- Instructions for the task
Search the records for the string "numbered" and copy every line where it turns up.

··········

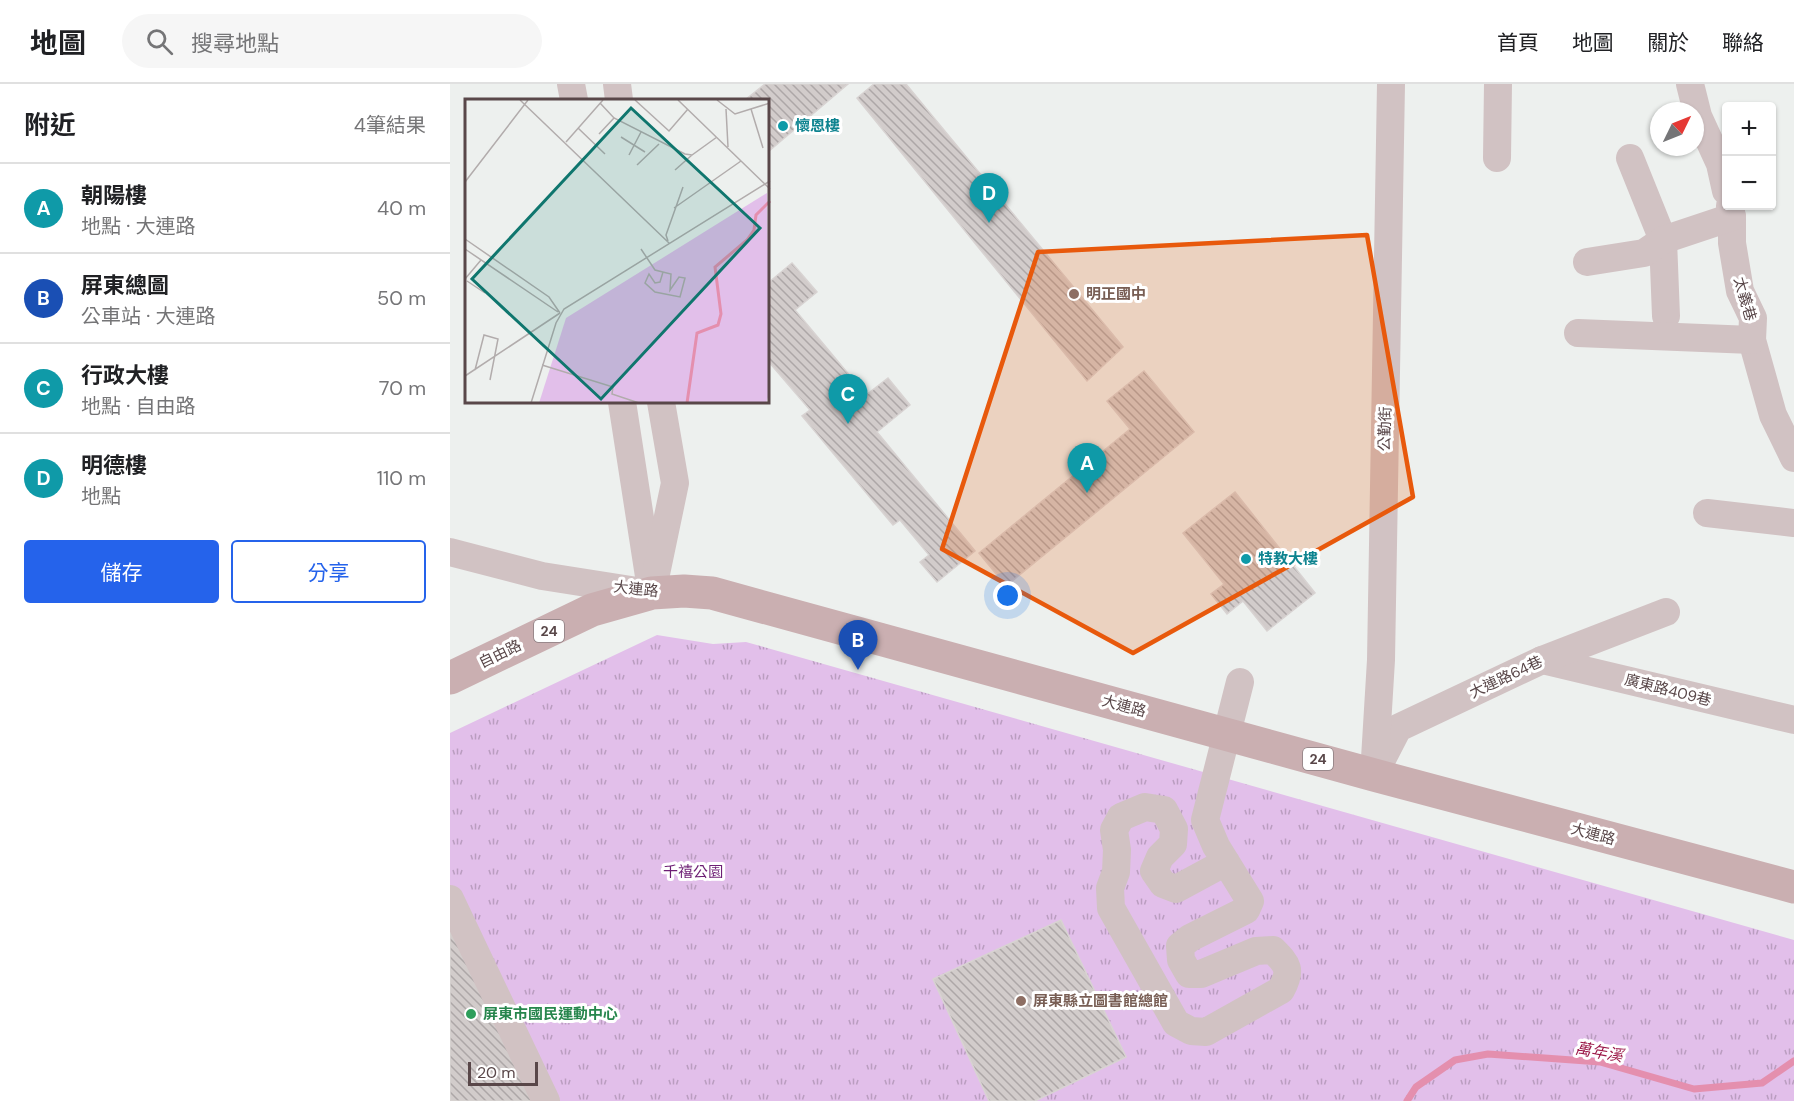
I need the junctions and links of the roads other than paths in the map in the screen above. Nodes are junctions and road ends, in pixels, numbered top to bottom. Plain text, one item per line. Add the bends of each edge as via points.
1 (571, 84) edge
2 (617, 84) edge
3 (1391, 84) edge
4 (1498, 84) edge
5 (1690, 84) edge
6 (573, 99) edge
7 (619, 99) edge
8 (1497, 158) dead end
9 (1630, 158) dead end
10 (1722, 172) edge
11 (1722, 209) edge
12 (1730, 210) edge
13 (1663, 240) junction
14 (1587, 262) dead end
15 (1666, 316) dead end
16 (1578, 333) dead end
17 (1752, 340) junction
18 (621, 404) edge
19 (661, 404) edge
20 (1794, 458) edge
21 (1707, 513) dead end
22 (1794, 523) edge
23 (450, 552) edge
24 (652, 593) junction
25 (1666, 612) dead end
26 (1542, 660) junction
27 (450, 678) edge
28 (1240, 682) dead end
29 (1794, 720) edge
30 (1227, 734) junction
31 (1374, 775) junction
32 (1226, 862) junction
33 (1794, 888) edge
34 (450, 899) edge
35 (546, 1101) edge

1 - 6 street
2 - 7 street
3 - 31 street, 公勤街 via 1381,648
4 - 8 street
5 - 10 street, 太義巷 via 1698,116
9 - 13 street
11 - 13 street
12 - 17 street, 太義巷 via 1731,243 1740,291 1753,318
13 - 14 street via 1644,253
13 - 15 street
16 - 17 street
17 - 20 street, 太義巷 via 1773,415
18 - 24 street
19 - 24 street via 675,483
21 - 22 street
23 - 24 street, 大連路 via 542,576
24 - 27 main road, 自由路 / 24 via 592,610
24 - 30 main road, 大連路 / 24 via 712,593
25 - 26 street, 大連路64巷
26 - 29 street, 廣東路409巷
26 - 31 street, 大連路64巷 via 1398,728
28 - 30 street
30 - 31 main road, 大連路 / 24
30 - 32 street via 1205,820
31 - 33 main road, 大連路 / 24
32 - 32 street via 1250,902 1246,910 1180,946 1180,960 1189,974 1201,974 1256,951 1273,950 1286,963 1288,977 1281,990 1206,1032 1191,1031 1176,1023 1111,908 1110,888 1116,873 1117,850 1114,830 1121,817 1145,807 1164,810 1174,829 1173,844 1160,857 1154,871 1163,884 1176,889
34 - 35 street

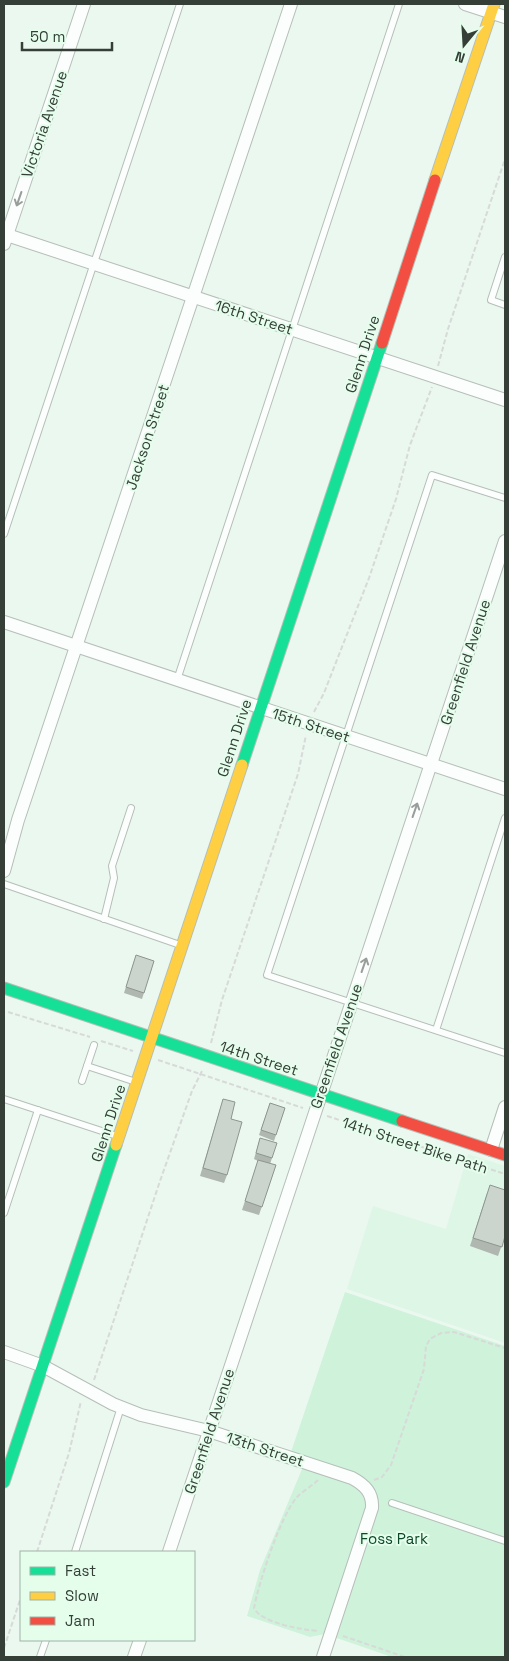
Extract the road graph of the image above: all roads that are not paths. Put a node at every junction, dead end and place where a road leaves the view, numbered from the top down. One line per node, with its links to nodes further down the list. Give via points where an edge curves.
1 (84, 4): 8 (street, Victoria Avenue, one-way to 8)
2 (180, 4): 10 (lane)
3 (291, 4): 11 (street, Jackson Street)
4 (399, 4): 13 (lane)
5 (465, 4): 6 (street)
6 (493, 8): 7 (street); 14 (street, Glenn Drive)
7 (505, 17)
8 (5, 238): 10 (street, 16th Street)
9 (505, 257): 12 (lane, via 491,300)
10 (93, 264): 11 (street, 16th Street); 17 (lane)
11 (193, 297): 13 (street, 16th Street); 21 (street, Jackson Street)
12 (505, 305)
13 (292, 330): 14 (street, 16th Street); 22 (lane)
14 (376, 357): 15 (street, 16th Street); 23 (street, Glenn Drive)
15 (505, 400)
16 (505, 498): 24 (lane, via 432,475)
17 (4, 534)
18 (505, 541): 19 (street, Greenfield Avenue)
19 (502, 563): 25 (street, Greenfield Avenue)
20 (4, 622): 21 (street, 15th Street)
21 (76, 647): 22 (street, 15th Street); 29 (street, Jackson Street)
22 (177, 680): 23 (street, 15th Street)
23 (260, 708): 24 (street, 15th Street); 32 (street, Glenn Drive)
24 (346, 736): 25 (street, 15th Street); 34 (lane, via 267,975)
25 (431, 764): 26 (street, 15th Street); 34 (street, Greenfield Avenue, one-way to 25)
26 (505, 789)
27 (131, 808): 31 (lane, via 112,866 114,878)
28 (505, 818): 35 (lane)
29 (4, 870)
30 (4, 884): 31 (lane)
31 (104, 919): 32 (lane)
32 (181, 946): 36 (street, Glenn Drive)
33 (4, 988): 36 (street, 14th Street)
34 (351, 1002): 35 (lane); 42 (street, Greenfield Avenue)
35 (436, 1030): 38 (lane)
36 (152, 1038): 41 (street, Glenn Drive); 42 (street, 14th Street)
37 (94, 1045): 39 (lane)
38 (505, 1053)
39 (87, 1066): 40 (lane); 41 (lane)
40 (82, 1080)
41 (137, 1083): 46 (street, Glenn Drive)
42 (320, 1094): 47 (street, 14th Street); 53 (street, Greenfield Avenue)
43 (4, 1099): 45 (lane)
44 (505, 1107): 47 (street)
45 (38, 1110): 46 (lane); 49 (lane)
46 (119, 1136): 51 (street, Glenn Drive)
47 (491, 1150): 48 (street, 14th Street)
48 (505, 1155)
49 (4, 1213)
50 (4, 1352): 51 (street, 13th Street)
51 (43, 1366): 52 (street, 13th Street); 54 (street, Glenn Drive)
52 (121, 1407): 53 (street, 13th Street, via 166,1422); 57 (lane)
53 (209, 1431): 58 (street, Greenfield Avenue); 63 (street, 13th Street, via 329,1470 359,1482 369,1492 372,1508)
54 (4, 1482)
55 (392, 1503): 56 (lane)
56 (505, 1540)
57 (75, 1551)
58 (169, 1551)
59 (46, 1641): 61 (lane)
60 (140, 1641): 62 (street)
61 (40, 1657)
62 (134, 1657)
63 (323, 1657)

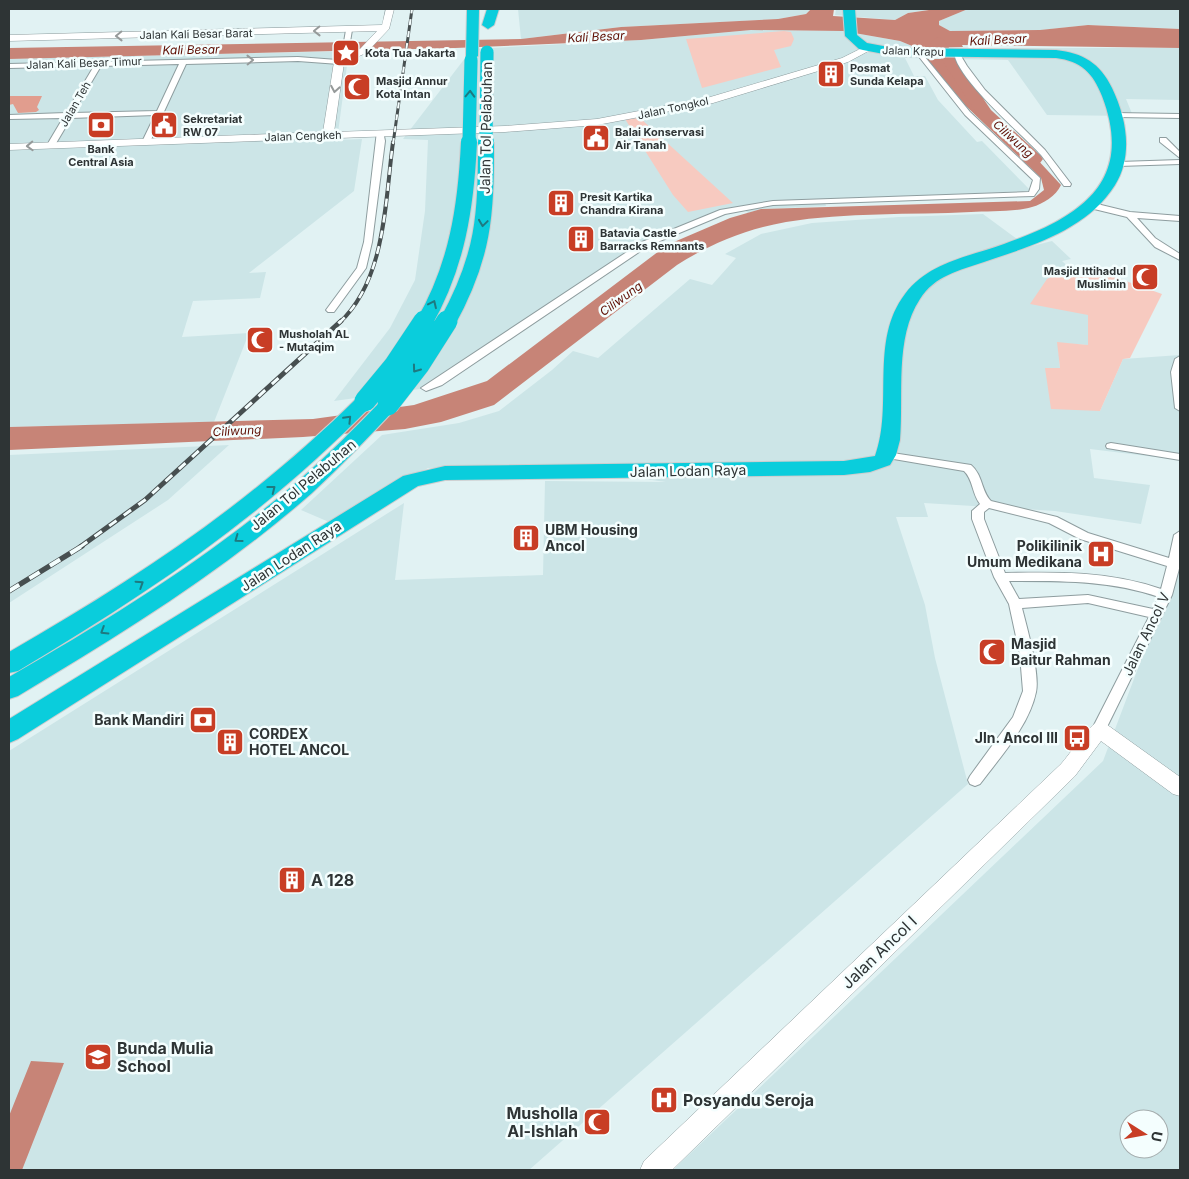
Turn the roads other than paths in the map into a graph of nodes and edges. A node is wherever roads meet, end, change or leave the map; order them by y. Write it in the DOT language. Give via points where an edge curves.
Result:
graph roads {
  1 [pos="390,9"];
  2 [pos="473,9"];
  3 [pos="488,9"];
  4 [pos="493,9"];
  5 [pos="853,13"];
  6 [pos="380,32"];
  7 [pos="348,34"];
  8 [pos="488,34"];
  9 [pos="9,38"];
  10 [pos="869,48"];
  11 [pos="920,52"];
  12 [pos="955,52"];
  13 [pos="184,61"];
  14 [pos="339,62"];
  15 [pos="99,63"];
  16 [pos="9,66"];
  17 [pos="160,113"];
  18 [pos="69,115"];
  19 [pos="1180,116"];
  20 [pos="9,117"];
  21 [pos="1118,118"];
  22 [pos="1180,121"];
  23 [pos="380,133"];
  24 [pos="328,135"];
  25 [pos="1163,140"];
  26 [pos="146,142"];
  27 [pos="51,145"];
  28 [pos="9,147"];
  29 [pos="1180,156"];
  30 [pos="1180,162"];
  31 [pos="1119,164"];
  32 [pos="1067,184"];
  33 [pos="1093,206"];
  34 [pos="1130,216"];
  35 [pos="1180,218"];
  36 [pos="1180,258"];
  37 [pos="332,310"];
  38 [pos="1180,359"];
  39 [pos="426,388"];
  40 [pos="1180,408"];
  41 [pos="1111,446"];
  42 [pos="886,455"];
  43 [pos="1180,457"];
  44 [pos="987,504"];
  45 [pos="1180,536"];
  46 [pos="1175,564"];
  47 [pos="1000,577"];
  48 [pos="1166,595"];
  49 [pos="1015,604"];
  50 [pos="1157,614"];
  51 [pos="9,664"];
  52 [pos="9,689"];
  53 [pos="1098,729"];
  54 [pos="9,732"];
  55 [pos="975,780"];
  56 [pos="1180,788"];
  57 [pos="653,1170"];
  1 -- 6 [label="street" via="387,25"];
  51 -- 2 [label="highway, Jalan Tol Pelabuhan, one-way, bridge" via="167,567 277,485 348,419 402,356 428,317 456,246 468,152"];
  3 -- 8 [label="highway, Jalan Tol Pelabuhan"];
  4 -- 8 [label="highway"];
  5 -- 10 [label="highway, Jalan Krapu" via="853,36 858,43"];
  6 -- 7 [label="street, Jalan Kali Besar Barat"];
  6 -- 14 [label="street" via="363,51"];
  7 -- 9 [label="street, Jalan Kali Besar Barat, one-way"];
  7 -- 14 [label="street"];
  8 -- 52 [label="highway, Jalan Tol Pelabuhan, one-way, bridge" via="485,209 477,251 469,276 446,323 405,384 356,441 255,527 127,616"];
  10 -- 11 [label="highway, Jalan Krapu"];
  10 -- 23 [label="street, Jalan Tongkol" via="845,60 709,101 622,119 506,129"];
  11 -- 12 [label="highway, Jalan Krapu"];
  11 -- 39 [label="street" via="932,71 985,132 1032,174 1036,180 1031,194 818,200 773,203 723,212 645,244"];
  12 -- 21 [label="highway, Jalan Krapu" via="1081,58 1090,64 1105,86"];
  12 -- 32 [label="street" via="983,93 1039,148"];
  13 -- 14 [label="street, Jalan Kali Besar Timur, one-way" via="298,59"];
  13 -- 15 [label="street, Jalan Kali Besar Timur"];
  13 -- 17 [label="street"];
  14 -- 24 [label="street, one-way"];
  15 -- 16 [label="street, Jalan Kali Besar Timur"];
  15 -- 18 [label="street, Jalan Teh"];
  17 -- 18 [label="street"];
  17 -- 26 [label="street"];
  18 -- 20 [label="street"];
  18 -- 27 [label="street, Jalan Teh"];
  19 -- 21 [label="street"];
  21 -- 22 [label="street"];
  21 -- 31 [label="highway" via="1122,147"];
  23 -- 24 [label="street, Jalan Cengkeh"];
  23 -- 37 [label="street" via="368,242 361,268"];
  24 -- 26 [label="street, Jalan Cengkeh"];
  25 -- 29 [label="street"];
  26 -- 27 [label="street, Jalan Cengkeh"];
  27 -- 28 [label="street, Jalan Cengkeh, one-way"];
  30 -- 31 [label="street"];
  31 -- 33 [label="highway" via="1108,187"];
  33 -- 34 [label="street"];
  33 -- 42 [label="highway" via="1058,228 942,270 920,286 901,314"];
  34 -- 35 [label="street"];
  34 -- 36 [label="street" via="1156,245"];
  38 -- 40 [label="street" via="1176,372"];
  41 -- 43 [label="street"];
  42 -- 44 [label="street" via="967,468 975,474 980,499"];
  42 -- 54 [label="highway, Jalan Lodan Raya" via="878,463 844,468 460,473 411,481"];
  44 -- 46 [label="street" via="1053,520 1084,536"];
  44 -- 47 [label="street" via="978,511 978,520"];
  45 -- 46 [label="street, Jalan Ancol V"];
  46 -- 48 [label="street, Jalan Ancol V"];
  47 -- 48 [label="street" via="1098,578 1133,583"];
  47 -- 49 [label="street"];
  48 -- 50 [label="street, Jalan Ancol V"];
  49 -- 50 [label="street" via="1088,599"];
  49 -- 55 [label="street" via="1027,655 1030,691 1020,719"];
  50 -- 53 [label="street, Jalan Ancol V"];
  53 -- 56 [label="street"];
  53 -- 57 [label="street, Jalan Ancol I" via="1068,770"];
}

··········

- Problem solution
I need the junctions and links of the roads other than paths in the map in the screen above. Nodes are junctions and road ends, in pixels, numbered top to bottom. Plain text, one item per line. Add the bends of each edge as via points.
Extract the road graph of the image above: all roads that are not paths. Put a node at every junction, dead end and place where a road leaves the view, numbered from the top down. One line per node, with its links to nodes further down the list. Give via points where an edge curves.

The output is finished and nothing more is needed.